== Segment start ==

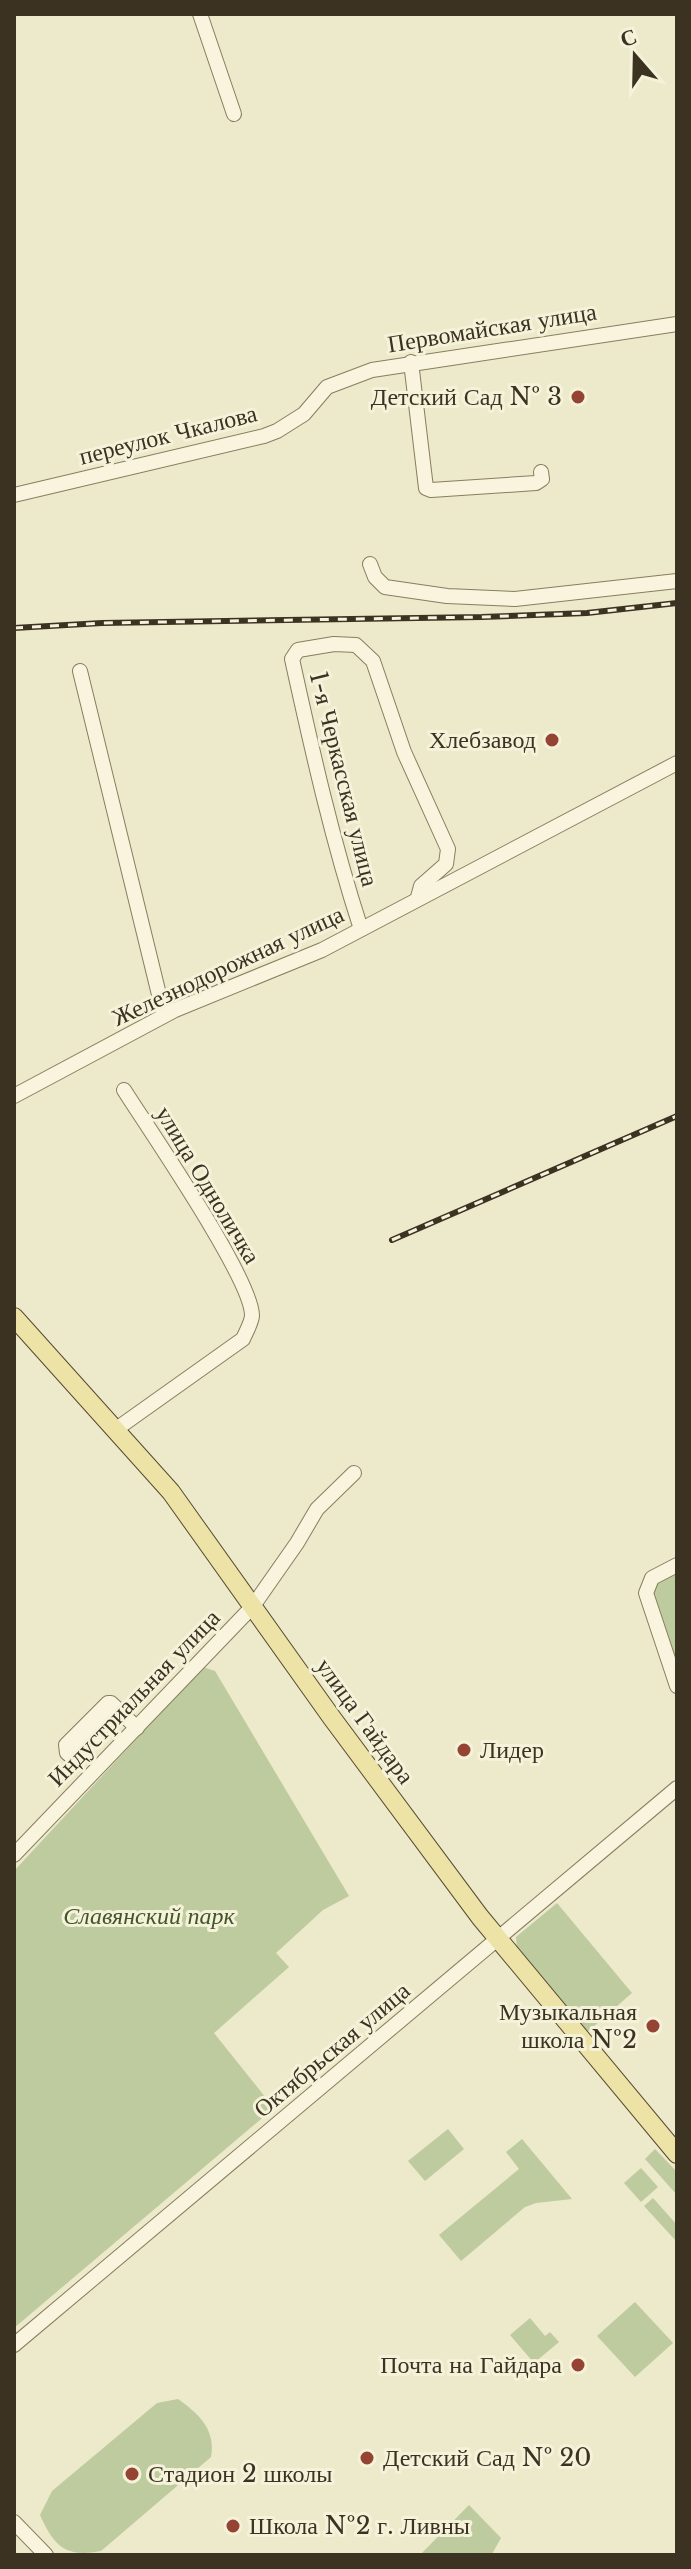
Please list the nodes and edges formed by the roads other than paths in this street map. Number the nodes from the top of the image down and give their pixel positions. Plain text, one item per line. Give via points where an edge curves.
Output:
1 (200, 14) edge
2 (234, 114) dead end
3 (677, 324) edge
4 (411, 362) junction
5 (319, 394) joint
6 (541, 472) dead end
7 (14, 495) edge
8 (370, 564) dead end
9 (677, 581) edge
10 (80, 671) dead end
11 (677, 763) edge
12 (418, 898) junction
13 (361, 929) junction
14 (164, 1015) junction
15 (124, 1090) dead end
16 (14, 1096) edge
17 (14, 1317) edge
18 (115, 1430) junction
19 (354, 1473) dead end
20 (677, 1565) edge
21 (253, 1606) junction
22 (677, 1686) edge
23 (118, 1711) dead end
24 (137, 1728) junction
25 (677, 1788) edge
26 (14, 1855) edge
27 (496, 1939) junction
28 (677, 2154) edge
29 (14, 2345) edge
30 (14, 2522) edge
31 (46, 2555) edge

1 - 2 street
3 - 4 street, Первомайская улица
4 - 5 street, Первомайская улица via 372,370
4 - 6 street via 426,488 532,484 542,479
5 - 7 street, переулок Чкалова via 304,414 264,436
8 - 9 street via 385,587 447,596 515,599
10 - 14 street
11 - 12 street, Железнодорожная улица
12 - 13 street, Железнодорожная улица
12 - 13 street, 1-я Черкасская улица via 421,886 446,864 448,849 404,752 378,670 356,645 298,650 292,659 319,781
13 - 14 street, Железнодорожная улица
14 - 16 street, Железнодорожная улица
15 - 18 street, улица Одноличка via 227,1255 252,1315 243,1339
17 - 18 main road, улица Гайдара
18 - 21 main road, улица Гайдара via 171,1492
19 - 21 street, Индустриальная улица via 317,1509
20 - 22 street via 652,1578 646,1593
21 - 24 street, Индустриальная улица
21 - 27 main road, улица Гайдара
23 - 24 street
24 - 26 street, Индустриальная улица
25 - 27 street, Октябрьская улица
27 - 28 main road, улица Гайдара
27 - 29 street, Октябрьская улица
30 - 31 street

== Segment end ==

▶ Your assignment
Could you repeat all of the entries exactly, without any of the images?

▶ Task result
Please list the nodes and edges formed by the roads other than paths in this street map. Number the nodes from the top of the image down and give their pixel positions. Plain text, one item per line. Give via points where an edge curves.
Output:
1 (200, 14) edge
2 (234, 114) dead end
3 (677, 324) edge
4 (411, 362) junction
5 (319, 394) joint
6 (541, 472) dead end
7 (14, 495) edge
8 (370, 564) dead end
9 (677, 581) edge
10 (80, 671) dead end
11 (677, 763) edge
12 (418, 898) junction
13 (361, 929) junction
14 (164, 1015) junction
15 (124, 1090) dead end
16 (14, 1096) edge
17 (14, 1317) edge
18 (115, 1430) junction
19 (354, 1473) dead end
20 (677, 1565) edge
21 (253, 1606) junction
22 (677, 1686) edge
23 (118, 1711) dead end
24 (137, 1728) junction
25 (677, 1788) edge
26 (14, 1855) edge
27 (496, 1939) junction
28 (677, 2154) edge
29 (14, 2345) edge
30 (14, 2522) edge
31 (46, 2555) edge

1 - 2 street
3 - 4 street, Первомайская улица
4 - 5 street, Первомайская улица via 372,370
4 - 6 street via 426,488 532,484 542,479
5 - 7 street, переулок Чкалова via 304,414 264,436
8 - 9 street via 385,587 447,596 515,599
10 - 14 street
11 - 12 street, Железнодорожная улица
12 - 13 street, Железнодорожная улица
12 - 13 street, 1-я Черкасская улица via 421,886 446,864 448,849 404,752 378,670 356,645 298,650 292,659 319,781
13 - 14 street, Железнодорожная улица
14 - 16 street, Железнодорожная улица
15 - 18 street, улица Одноличка via 227,1255 252,1315 243,1339
17 - 18 main road, улица Гайдара
18 - 21 main road, улица Гайдара via 171,1492
19 - 21 street, Индустриальная улица via 317,1509
20 - 22 street via 652,1578 646,1593
21 - 24 street, Индустриальная улица
21 - 27 main road, улица Гайдара
23 - 24 street
24 - 26 street, Индустриальная улица
25 - 27 street, Октябрьская улица
27 - 28 main road, улица Гайдара
27 - 29 street, Октябрьская улица
30 - 31 street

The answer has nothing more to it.